Linked Data for the Web¶

Earlier I left two points to be discussed later. The first was a remark that when using http:-type URIs, there are expectations that something actually exists at that web URL. The second was the open question about how Semantic Web clients are supposed to find RDF data on the web. A new Semantic Web community movement under the name Linked Data seeks to provide some answers to these questions.

The notion of Linked Data is to bring the concept and benefits of hyperlinking between HTML documents on the World Wide Web to RDF documents on the Semantic Web. The core principle is that http:-type URIs should be used for RDF resources, so that RDF documents can exist at those locations describing the resources. When those documents mention other resources, if they have http:-type URIs then SemWeb clients can jump from document to document finding more information as it goes.

To take an example: I have minted the URI http://www.rdfabout.com/rdf/usgov/geo/us/ny to represent the state of New York in the United States. If you visit that URL you will get back an RDF document describing New York. And it refers to some other resources, which happen to have http:-type URIs that you could retrieve to get documents describing the other resources. Don’t confuse the documents you get back with the resources named by the URIs themselves. There’s no guarantee that the document you get back will even mention the resource named by that address (though that would certainly defeat the purpose).

Terminology¶

I chose to use a http:-type URI so that it is “dereferencable”. Dereferencable is a term in the World Wide Web, not the Semantic Web, which means a URI that is a URL, or in other words a URI with the http: scheme (among others) that specifies how to fetch a document at that address. The tag: and urn: schemes do not specify how to find documents with those types of URLs, so such URIs are not dereferencable. You can’t put them in your browser and get back a document. URIs that you can put in your browser are dereferencable.

The distinction above between document — what you can get back from a browser — and resource — something named by a URI — highlights some common terminology people use. An “information resource” is something that can be transmitted electronically. Documents, such as web pages and RDF/XML documents, images, and binary files are all information resources. “Non-information resources” are those resources that can be named by a URI but which cannot be transmitted electronically.
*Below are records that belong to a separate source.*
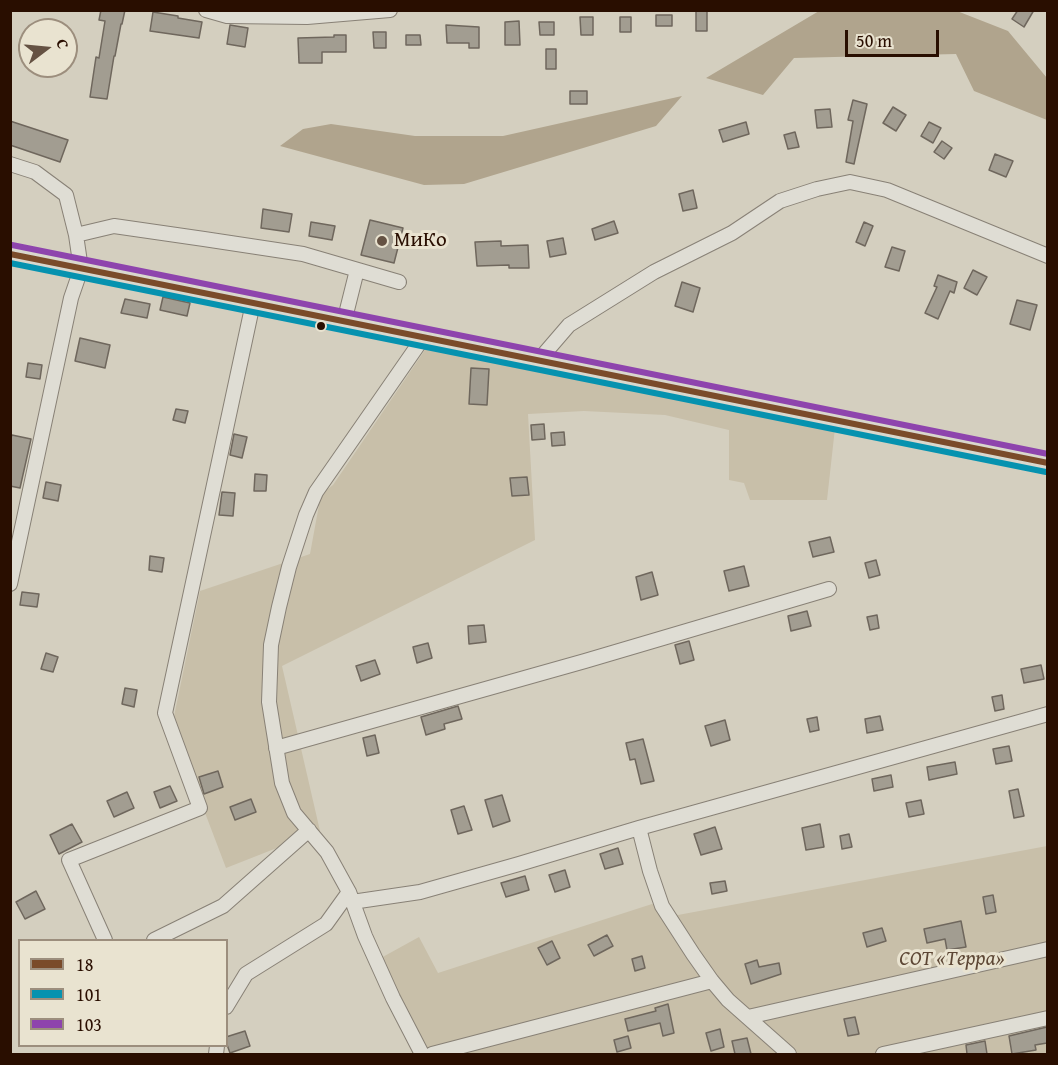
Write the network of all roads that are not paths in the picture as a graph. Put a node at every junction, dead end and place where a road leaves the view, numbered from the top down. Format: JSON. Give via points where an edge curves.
{"nodes":[{"id":1,"x":206,"y":10,"type":"edge"},
{"id":2,"x":390,"y":10,"type":"edge"},
{"id":3,"x":230,"y":13,"type":"edge"},
{"id":4,"x":10,"y":164,"type":"edge"},
{"id":5,"x":76,"y":235,"type":"junction"},
{"id":6,"x":10,"y":254,"type":"edge"},
{"id":7,"x":1047,"y":256,"type":"edge"},
{"id":8,"x":81,"y":268,"type":"junction"},
{"id":9,"x":357,"y":270,"type":"junction"},
{"id":10,"x":399,"y":282,"type":"dead end"},
{"id":11,"x":253,"y":303,"type":"junction"},
{"id":12,"x":344,"y":322,"type":"junction"},
{"id":13,"x":423,"y":338,"type":"junction"},
{"id":14,"x":538,"y":361,"type":"junction"},
{"id":15,"x":1047,"y":464,"type":"edge"},
{"id":16,"x":10,"y":584,"type":"edge"},
{"id":17,"x":830,"y":588,"type":"dead end"},
{"id":18,"x":1047,"y":714,"type":"edge"},
{"id":19,"x":276,"y":748,"type":"junction"},
{"id":20,"x":639,"y":828,"type":"junction"},
{"id":21,"x":309,"y":831,"type":"junction"},
{"id":22,"x":351,"y":897,"type":"junction"},
{"id":23,"x":105,"y":939,"type":"edge"},
{"id":24,"x":156,"y":939,"type":"edge"},
{"id":25,"x":1047,"y":949,"type":"edge"},
{"id":26,"x":712,"y":981,"type":"junction"},
{"id":27,"x":228,"y":1004,"type":"edge"},
{"id":28,"x":748,"y":1017,"type":"junction"},
{"id":29,"x":1047,"y":1018,"type":"edge"},
{"id":30,"x":422,"y":1054,"type":"edge"},
{"id":31,"x":432,"y":1054,"type":"edge"},
{"id":32,"x":789,"y":1054,"type":"edge"},
{"id":33,"x":883,"y":1054,"type":"edge"}],
"edges":[{"from":1,"to":3,"type":"street"},
{"from":2,"to":3,"type":"street","via":[[307,17]]},
{"from":4,"to":5,"type":"street","via":[[34,172],[66,195]]},
{"from":5,"to":8,"type":"street"},
{"from":5,"to":9,"type":"street","via":[[114,226],[303,254]]},
{"from":6,"to":8,"type":"main road"},
{"from":7,"to":14,"type":"street","via":[[887,190],[850,182],[780,201],[732,233],[654,272],[569,325]]},
{"from":8,"to":11,"type":"main road"},
{"from":8,"to":16,"type":"street","via":[[71,298]]},
{"from":9,"to":10,"type":"street"},
{"from":9,"to":12,"type":"street"},
{"from":11,"to":12,"type":"main road"},
{"from":11,"to":23,"type":"street","via":[[165,713],[200,808],[69,860]]},
{"from":12,"to":13,"type":"main road"},
{"from":13,"to":14,"type":"main road"},
{"from":13,"to":19,"type":"street","via":[[316,492],[306,515],[271,645],[269,702]]},
{"from":14,"to":15,"type":"main road"},
{"from":17,"to":19,"type":"street"},
{"from":18,"to":20,"type":"street"},
{"from":19,"to":21,"type":"street","via":[[282,783],[294,813]]},
{"from":20,"to":22,"type":"street","via":[[420,892]]},
{"from":20,"to":26,"type":"street","via":[[662,906]]},
{"from":21,"to":22,"type":"street","via":[[327,852]]},
{"from":21,"to":24,"type":"street","via":[[224,906]]},
{"from":22,"to":27,"type":"street","via":[[326,924],[246,974]]},
{"from":22,"to":30,"type":"street","via":[[393,998]]},
{"from":25,"to":28,"type":"street"},
{"from":26,"to":28,"type":"street"},
{"from":26,"to":31,"type":"street"},
{"from":28,"to":32,"type":"street"},
{"from":29,"to":33,"type":"street"}]}
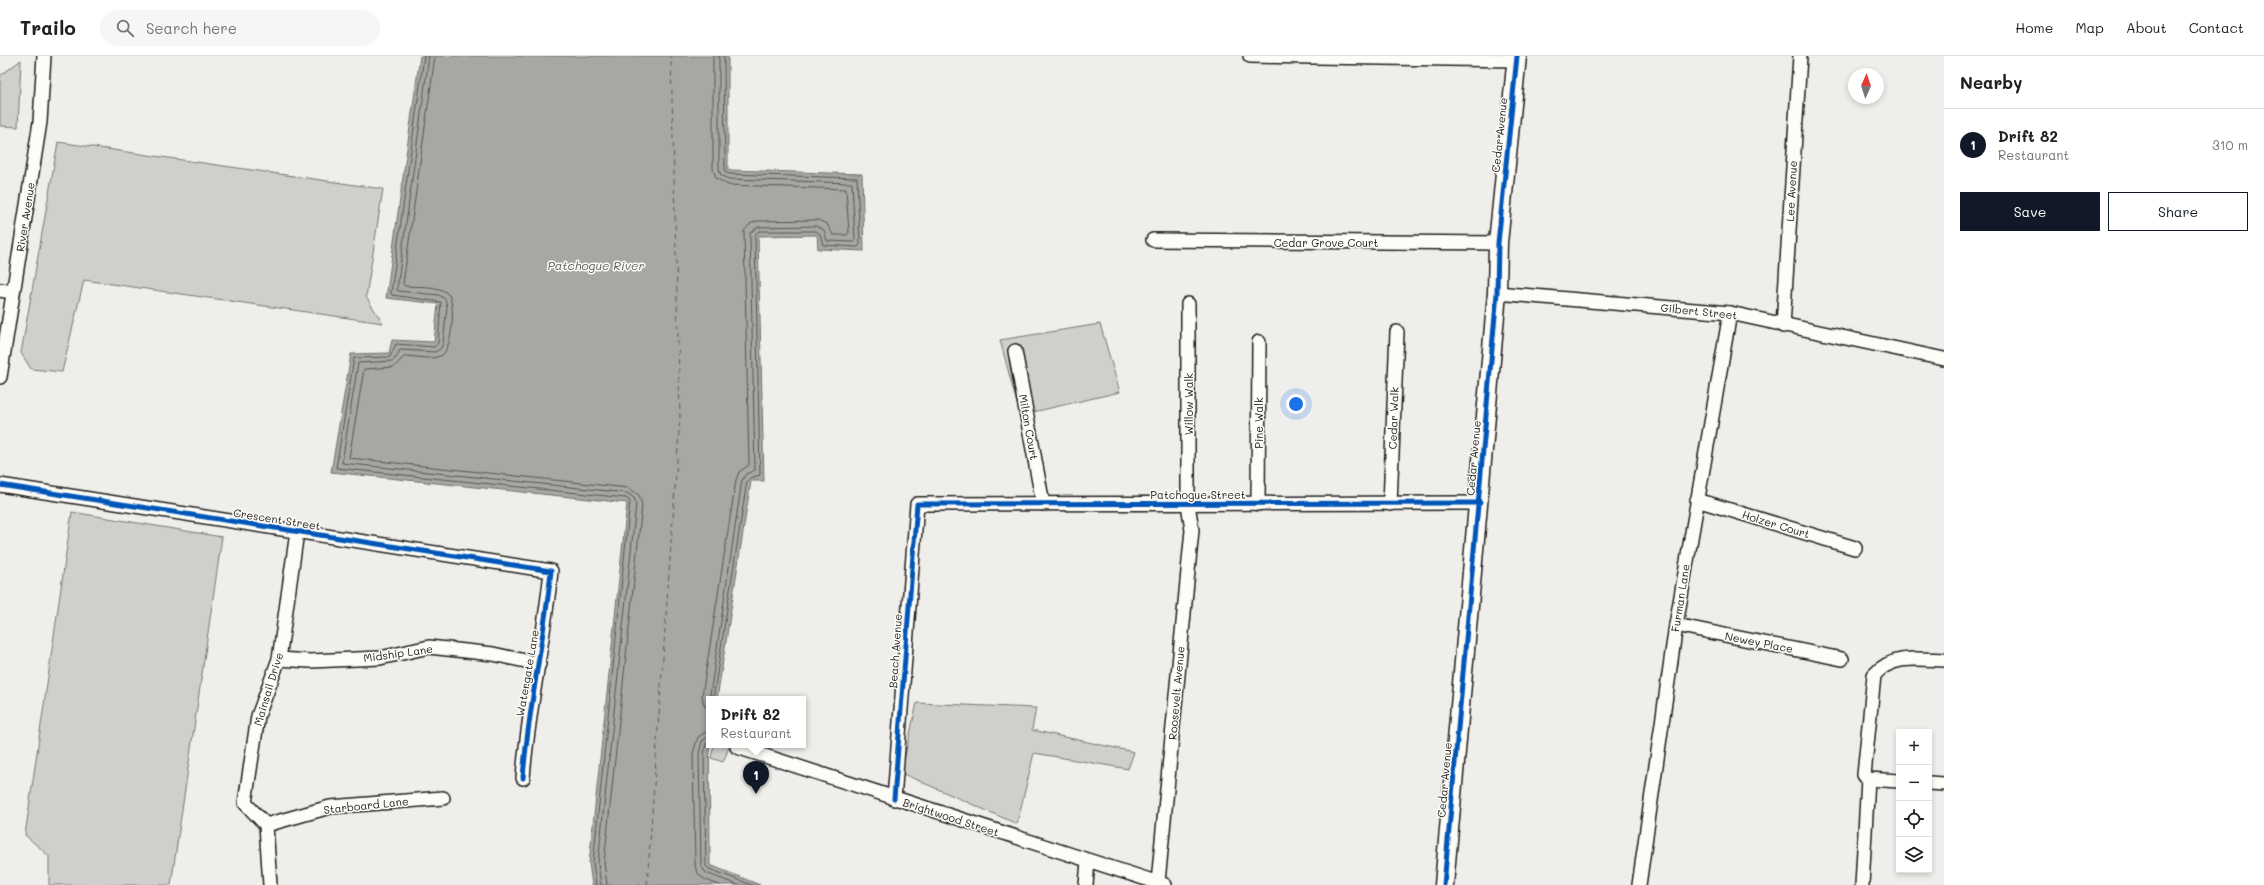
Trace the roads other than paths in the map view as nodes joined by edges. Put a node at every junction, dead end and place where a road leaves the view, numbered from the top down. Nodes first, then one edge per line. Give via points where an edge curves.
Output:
1 (44, 56) edge
2 (1250, 56) edge
3 (1800, 56) edge
4 (1517, 58) edge
5 (1153, 240) dead end
6 (1498, 243) junction
7 (6, 291) edge
8 (1497, 294) junction
9 (1188, 304) dead end
10 (1730, 313) junction
11 (1783, 326) junction
12 (1397, 332) dead end
13 (1259, 342) dead end
14 (1015, 351) dead end
15 (1944, 359) edge
16 (0, 377) edge
17 (0, 486) edge
18 (1697, 500) junction
19 (1480, 503) junction
20 (916, 504) joint
21 (1043, 504) junction
22 (1188, 504) junction
23 (1258, 504) junction
24 (1390, 504) junction
25 (297, 532) junction
26 (1855, 548) dead end
27 (551, 571) joint
28 (1676, 625) junction
29 (279, 659) junction
30 (1842, 659) dead end
31 (1944, 660) edge
32 (540, 664) junction
33 (740, 748) edge
34 (523, 778) dead end
35 (1868, 779) junction
36 (1896, 781) edge
37 (1932, 783) edge
38 (1944, 784) edge
39 (443, 798) dead end
40 (894, 799) junction
41 (266, 825) junction
42 (1088, 861) junction
43 (1162, 884) edge
44 (270, 885) edge
45 (1086, 885) edge
46 (1444, 885) edge
47 (1639, 885) edge
48 (1862, 885) edge

1 - 7 street, River Avenue via 40,122
2 - 4 street
3 - 11 street, Lee Avenue
4 - 6 street, Cedar Avenue
5 - 6 street, Cedar Grove Court
6 - 8 street, Cedar Avenue
7 - 16 street, River Avenue
8 - 10 street, Gilbert Street
8 - 19 street, Cedar Avenue
9 - 22 street, Willow Walk
10 - 11 street, Gilbert Street
10 - 18 street, Furman Lane
11 - 15 street, Gilbert Street
12 - 24 street, Cedar Walk
13 - 23 street, Pine Walk
14 - 21 street, Milton Court
17 - 25 street, Crescent Street
18 - 26 street, Holzer Court
18 - 28 street, Furman Lane
19 - 24 street, Patchogue Street
19 - 46 street, Cedar Avenue
20 - 21 street, Patchogue Street
20 - 40 street, Beach Avenue
21 - 22 street, Patchogue Street
22 - 23 street, Patchogue Street
22 - 43 street, Roosevelt Avenue via 1192,530
23 - 24 street, Patchogue Street
25 - 27 street, Crescent Street
25 - 29 street, Mainsail Drive
27 - 32 street, Watergate Lane
28 - 30 street, Newey Place
28 - 47 street, Furman Lane
29 - 32 street, Midship Lane via 310,661 380,658 429,646 493,654
29 - 41 street, Mainsail Drive via 258,716 245,803
31 - 35 street via 1902,659 1880,668 1874,675 1864,775
32 - 34 street, Watergate Lane via 526,736
33 - 40 street, Brightwood Street
35 - 36 street
35 - 48 street
37 - 38 street
39 - 41 street, Starboard Lane via 330,807
40 - 42 street, Brightwood Street
41 - 44 street
42 - 43 street, Brightwood Street
42 - 45 street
Human beings, abstract concepts, etc. are non-information resources. As we’ve seen, both information and non-information resources can be named with URIs. However, browsers can only display information resources. They can display representations of non-information resources (such as pictures of people), but they are (by definition) incapable of displaying a non-information resource itself.

Linked Data Under the Hood¶

Using HTTP GET¶

According to web architecture standards, the HTTP 200 OK response to requests is to be used for URIs denoting information resources only. So when visiting the URI above for New York, a non-information resource, the web server at the other end first sends back a HTTP 303 See Other response, i.e. a redirect. This indicates that the URI is not something the web server can provide directly, because it cannot transmit a non-information resource over the wire. It sends back instead a URL directing the user agent to an information resource, with the implication that information about the original URI can be found in the document at that URL.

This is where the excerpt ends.